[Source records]

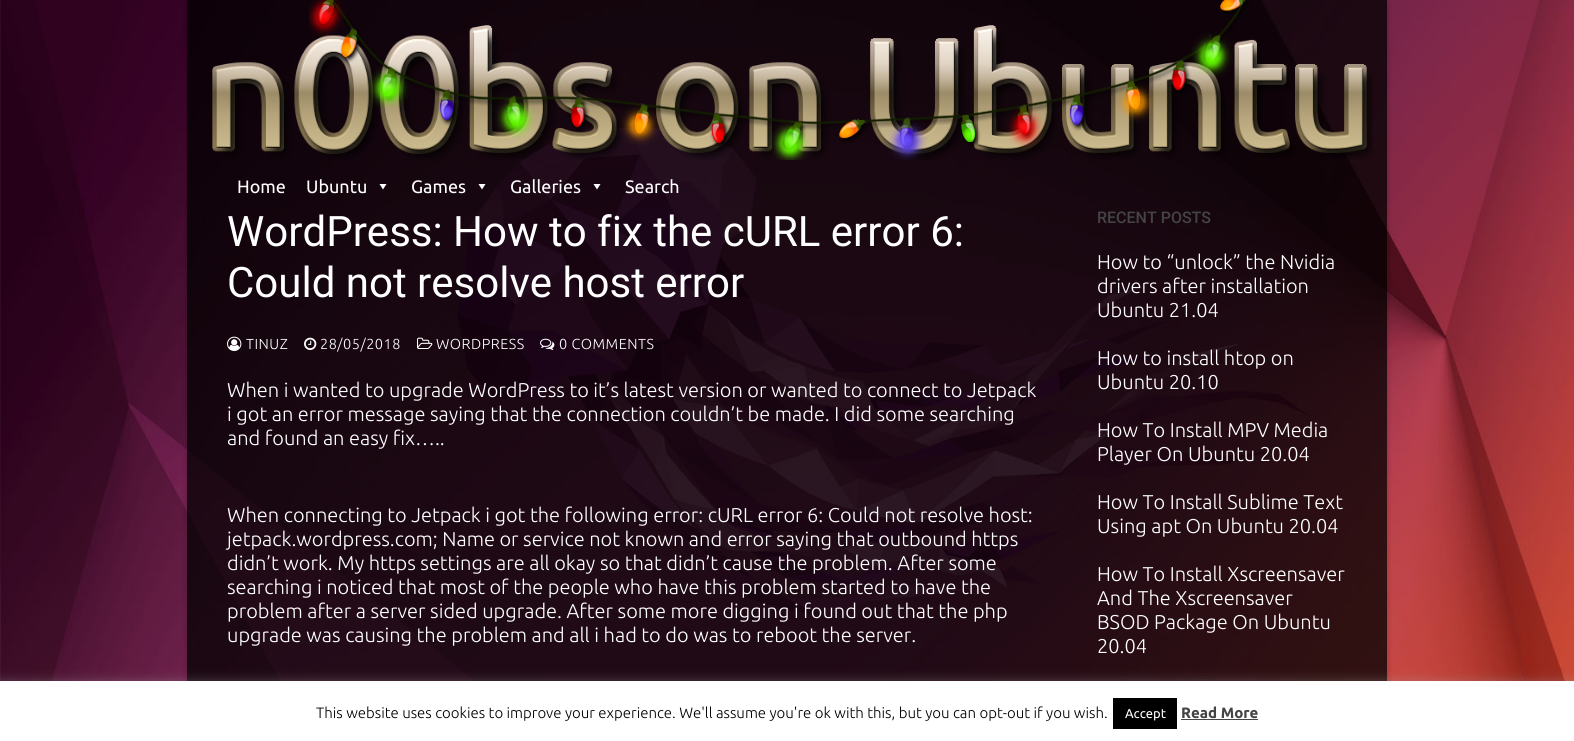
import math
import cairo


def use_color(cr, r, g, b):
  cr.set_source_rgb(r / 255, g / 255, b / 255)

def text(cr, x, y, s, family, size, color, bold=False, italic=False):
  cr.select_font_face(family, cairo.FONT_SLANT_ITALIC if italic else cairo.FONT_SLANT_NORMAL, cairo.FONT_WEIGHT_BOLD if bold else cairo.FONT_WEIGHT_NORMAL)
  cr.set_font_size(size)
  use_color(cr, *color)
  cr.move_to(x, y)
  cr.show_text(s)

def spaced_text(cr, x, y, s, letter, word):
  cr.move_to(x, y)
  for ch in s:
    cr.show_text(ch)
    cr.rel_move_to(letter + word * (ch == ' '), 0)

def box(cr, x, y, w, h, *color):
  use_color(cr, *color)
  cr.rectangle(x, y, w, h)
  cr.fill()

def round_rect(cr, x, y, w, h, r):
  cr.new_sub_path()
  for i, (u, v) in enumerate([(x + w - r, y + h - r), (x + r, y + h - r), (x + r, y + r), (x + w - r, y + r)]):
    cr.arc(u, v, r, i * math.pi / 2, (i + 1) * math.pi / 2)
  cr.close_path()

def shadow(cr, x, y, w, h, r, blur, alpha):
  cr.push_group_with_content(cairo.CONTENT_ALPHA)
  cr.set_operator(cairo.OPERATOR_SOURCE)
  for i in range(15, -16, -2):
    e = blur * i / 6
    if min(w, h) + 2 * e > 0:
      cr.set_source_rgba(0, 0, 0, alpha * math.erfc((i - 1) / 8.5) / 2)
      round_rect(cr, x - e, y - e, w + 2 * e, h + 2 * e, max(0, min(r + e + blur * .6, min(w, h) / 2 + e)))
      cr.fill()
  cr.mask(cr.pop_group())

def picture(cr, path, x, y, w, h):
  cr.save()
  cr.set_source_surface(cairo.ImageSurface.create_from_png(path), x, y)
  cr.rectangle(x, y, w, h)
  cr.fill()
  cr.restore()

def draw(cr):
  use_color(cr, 255, 255, 255)
  cr.paint()
  picture(cr, "img_01.png", 0, 0, 1574, 681)
  cr.save()
  cr.set_fill_rule(cairo.FILL_RULE_EVEN_ODD)
  cr.new_path()
  cr.move_to(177, 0)
  cr.line_to(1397, 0)
  cr.line_to(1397, 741)
  cr.line_to(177, 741)
  cr.close_path()
  cr.move_to(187, 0)
  cr.line_to(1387, 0)
  cr.line_to(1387, 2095)
  cr.line_to(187, 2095)
  cr.close_path()
  cr.clip()
  use_color(cr, 0, 0, 0)
  shadow(cr, 187, 3, 1200, 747, 0, 3, 0.23)
  cr.restore()
  cr.set_source_rgba(0, 0, 0, 0.4)
  cr.rectangle(187, 0, 1200, 206)
  cr.fill()
  cr.set_source_rgba(0, 0, 0, 0.6)
  cr.rectangle(187, 0, 1200, 166)
  cr.fill()
  picture(cr, "img_03.png", 212, 25, 1161, 135)
  picture(cr, "img_02.png", 309, 0, 941, 160)
  cr.rectangle(187, 166, 1200, 40)
  cr.fill()
  use_color(cr, 255, 255, 255)
  cr.new_path()
  cr.move_to(386.5, 184)
  cr.line_to(383, 189.5)
  cr.line_to(379.5, 184)
  cr.close_path()
  cr.fill()
  cr.new_path()
  cr.move_to(485.5, 184)
  cr.line_to(482, 189.5)
  cr.line_to(478.5, 184)
  cr.close_path()
  cr.fill()
  cr.new_path()
  cr.move_to(600.5, 184)
  cr.line_to(597, 189.5)
  cr.line_to(593.5, 184)
  cr.close_path()
  cr.fill()
  cr.set_source_rgba(0, 0, 0, 0.5)
  cr.rectangle(187, 206, 1200, 475)
  cr.fill()
  cr.rectangle(187, 206, 1200, 475)
  cr.fill()
  picture(cr, "img_04.png", 227, 336, 15, 16)
  picture(cr, "img_05.png", 304, 337, 13, 13)
  picture(cr, "img_06.png", 417, 337, 16, 12)
  picture(cr, "img_07.png", 540, 338, 15, 12)
  use_color(cr, 172, 171, 171)
  shadow(cr, 0, 680, 1574, 60, 0, 5, 0.3)
  box(cr, 0, 681, 1574, 60, 255, 255, 255)
  box(cr, 1113, 698, 64, 31, 0, 0, 0)
  box(cr, 1181, 719, 77, 1, 68, 68, 68)
  text(cr, 237, 193, "Home", "Ubuntu", 18, (255, 255, 255))
  text(cr, 306, 193, "Ubuntu", "Ubuntu", 18, (255, 255, 255))
  text(cr, 411, 193, "Games", "Ubuntu", 18, (255, 255, 255))
  text(cr, 510, 193, "Galleries", "Ubuntu", 18, (255, 255, 255))
  text(cr, 625, 193, "Search", "Ubuntu", 18, (255, 255, 255))
  text(cr, 227, 246, "WordPress: How to fix the cURL error 6:", "Roboto", 42, (255, 255, 255))
  text(cr, 227, 297, "Could not resolve host error", "Roboto", 42, (255, 255, 255))
  cr.select_font_face("Ubuntu Light")
  cr.set_font_size(14.5)
  spaced_text(cr, 246, 349, "TINUZ", 0.5, 0)
  spaced_text(cr, 320, 349, "28/05/2018", 0.5, 0)
  spaced_text(cr, 436, 349, "WORDPRESS", 0.5, 0)
  spaced_text(cr, 559, 349, "0 COMMENTS", 0.5, 0)
  text(cr, 227, 397, "When i wanted to upgrade WordPress to it’s latest version or wanted to connect to Jetpack", "Ubuntu Light", 20, (255, 255, 255))
  text(cr, 227, 421, "i got an error message saying that the connection couldn’t be made. I did some searching", "Ubuntu Light", 20, (255, 255, 255))
  text(cr, 227, 445, "and found an easy fix…..", "Ubuntu Light", 20, (255, 255, 255))
  text(cr, 227, 522, "When connecting to Jetpack i got the following error: cURL error 6: Could not resolve host:", "Ubuntu Light", 20, (255, 255, 255))
  text(cr, 227, 546, "jetpack.wordpress.com; Name or service not known and error saying that outbound https", "Ubuntu Light", 20, (255, 255, 255))
  text(cr, 227, 570, "didn’t work. My https settings are all okay so that didn’t cause the problem. After some", "Ubuntu Light", 20, (255, 255, 255))
  text(cr, 227, 594, "searching i noticed that most of the people who have this problem started to have the", "Ubuntu Light", 20, (255, 255, 255))
  text(cr, 227, 618, "problem after a server sided upgrade. After some more digging i found out that the php", "Ubuntu Light", 20, (255, 255, 255))
  text(cr, 227, 642, "upgrade was causing the problem and all i had to do was to reboot the server.", "Ubuntu Light", 20, (255, 255, 255))
  text(cr, 1097, 223, "RECENT POSTS", "Roboto Medium", 16, (68, 68, 68))
  text(cr, 1097, 269, "How to “unlock” the Nvidia", "Ubuntu Light", 20, (255, 255, 255))
  text(cr, 1097, 293, "drivers after installation", "Ubuntu Light", 20, (255, 255, 255))
  text(cr, 1097, 317, "Ubuntu 21.04", "Ubuntu Light", 20, (255, 255, 255))
  text(cr, 1097, 365, "How to install htop on", "Ubuntu Light", 20, (255, 255, 255))
  text(cr, 1097, 389, "Ubuntu 20.10", "Ubuntu Light", 20, (255, 255, 255))
  text(cr, 1097, 437, "How To Install MPV Media", "Ubuntu Light", 20, (255, 255, 255))
  text(cr, 1097, 461, "Player On Ubuntu 20.04", "Ubuntu Light", 20, (255, 255, 255))
  text(cr, 1097, 509, "How To Install Sublime Text", "Ubuntu Light", 20, (255, 255, 255))
  text(cr, 1097, 533, "Using apt On Ubuntu 20.04", "Ubuntu Light", 20, (255, 255, 255))
  text(cr, 1097, 581, "How To Install Xscreensaver", "Ubuntu Light", 20, (255, 255, 255))
  text(cr, 1097, 605, "And The Xscreensaver", "Ubuntu Light", 20, (255, 255, 255))
  text(cr, 1097, 629, "BSOD Package On Ubuntu", "Ubuntu Light", 20, (255, 255, 255))
  text(cr, 1097, 653, "20.04", "Ubuntu Light", 20, (255, 255, 255))
  text(cr, 316, 718, "This website uses cookies to improve your experience. We'll assume you're ok with this, but you can opt-out if you wish.", "Ubuntu Light", 15, (0, 0, 0))
  text(cr, 1125, 718, "Accept", "Ubuntu", 13, (255, 255, 255))
  text(cr, 1181, 718, "Read More", "Ubuntu", 15, (68, 68, 68), bold=True)


surface = cairo.ImageSurface(cairo.FORMAT_RGB24, 1574, 741)
cr = cairo.Context(surface)
options = cairo.FontOptions()
options.set_hint_metrics(cairo.HINT_METRICS_OFF)
options.set_hint_style(cairo.HINT_STYLE_NONE)
cr.set_font_options(options)
cr.set_miter_limit(4)
draw(cr)
surface.write_to_png("out.png")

[PROBLEM DETAILS] For this exercise, repeat exactly the lines of the data above from the one with "cr.new_sub_path()" down to the one with "if min(w, h)", both end lines included.

[RESULT OF THE EXERCISE]
  cr.new_sub_path()
  for i, (u, v) in enumerate([(x + w - r, y + h - r), (x + r, y + h - r), (x + r, y + r), (x + w - r, y + r)]):
    cr.arc(u, v, r, i * math.pi / 2, (i + 1) * math.pi / 2)
  cr.close_path()

def shadow(cr, x, y, w, h, r, blur, alpha):
  cr.push_group_with_content(cairo.CONTENT_ALPHA)
  cr.set_operator(cairo.OPERATOR_SOURCE)
  for i in range(15, -16, -2):
    e = blur * i / 6
    if min(w, h) + 2 * e > 0:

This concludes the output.